Le sorceleur dormait à poings fermés, tout près de lui. Son visage portait les marques de la route et de la fatigue, la trace des privations d'une année rude. C'était sans parler de la crasse dont Geralt ne s'était pas débarrassé avant de dormir.

Jaskier sourit doucement. Il était en sécurité. Il se rendormit.

***

À son second réveil, il était seul. Près de la cheminée où mouraient des braises blanchâtres, sur une petite table rustique, on avait laissé à son attention une vasque, un linge et des vêtements de rechange. Ce n'était pas le bain chaud dont Jaskier rêvait avec ardeur, mais cela lui permettrait d'être présentable. La tunique et les braies, dans des tons bruns et gris, n'étaient clairement pas à la hauteur de son style habituel, mais il faudrait faire avec. Ils avaient l'avantage d'être épais et chauds.

La chambre de Geralt méritait une exploration, aussi Jaskier se permit-il de fouiner. Sur les étagères murales s'exposaient des souvenirs hétéroclites et insolites des quatre coins du Continent, des babioles, une étrange collection de poupées de chiffon et beaucoup de livres. Des tableaux avaient été accrochés, d'autres étaient simplement entassés contre un mur. Il y avait également une malle de vêtements et quelques armes de belle facture.
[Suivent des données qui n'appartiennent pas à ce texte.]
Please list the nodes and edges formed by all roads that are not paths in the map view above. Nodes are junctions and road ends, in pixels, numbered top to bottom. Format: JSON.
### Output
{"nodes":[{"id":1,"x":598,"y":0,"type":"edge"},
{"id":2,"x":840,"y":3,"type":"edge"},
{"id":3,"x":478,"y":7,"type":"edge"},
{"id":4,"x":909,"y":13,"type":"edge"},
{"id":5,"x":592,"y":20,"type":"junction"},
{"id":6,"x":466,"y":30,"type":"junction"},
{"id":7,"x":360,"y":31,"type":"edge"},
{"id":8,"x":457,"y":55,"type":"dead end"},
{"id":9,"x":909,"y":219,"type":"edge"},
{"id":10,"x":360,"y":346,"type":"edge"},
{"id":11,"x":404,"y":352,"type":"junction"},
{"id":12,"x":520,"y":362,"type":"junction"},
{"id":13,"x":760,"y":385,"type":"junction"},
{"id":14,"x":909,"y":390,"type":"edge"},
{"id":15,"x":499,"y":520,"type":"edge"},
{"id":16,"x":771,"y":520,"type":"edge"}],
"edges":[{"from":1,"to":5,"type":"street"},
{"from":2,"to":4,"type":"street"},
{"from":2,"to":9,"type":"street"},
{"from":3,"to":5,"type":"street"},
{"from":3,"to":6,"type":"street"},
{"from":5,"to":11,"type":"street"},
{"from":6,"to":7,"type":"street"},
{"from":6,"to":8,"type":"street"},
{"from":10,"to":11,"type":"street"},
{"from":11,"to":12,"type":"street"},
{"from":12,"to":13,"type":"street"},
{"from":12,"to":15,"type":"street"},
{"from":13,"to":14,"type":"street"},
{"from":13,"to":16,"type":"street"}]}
Jaskier contemplait une vie, ou plusieurs, entreposée pour l'hiver, un foyer et un musée à la fois.

Il quitta la chambre et partit à la découverte des immenses couloirs nus de Kaer Morhen. La forteresse était exactement ce qu'il avait imaginé, et tout son contraire : un lieu majestueux, mais vide, une légende, mais recouverte des poussières de l'oubli, un foyer, mais...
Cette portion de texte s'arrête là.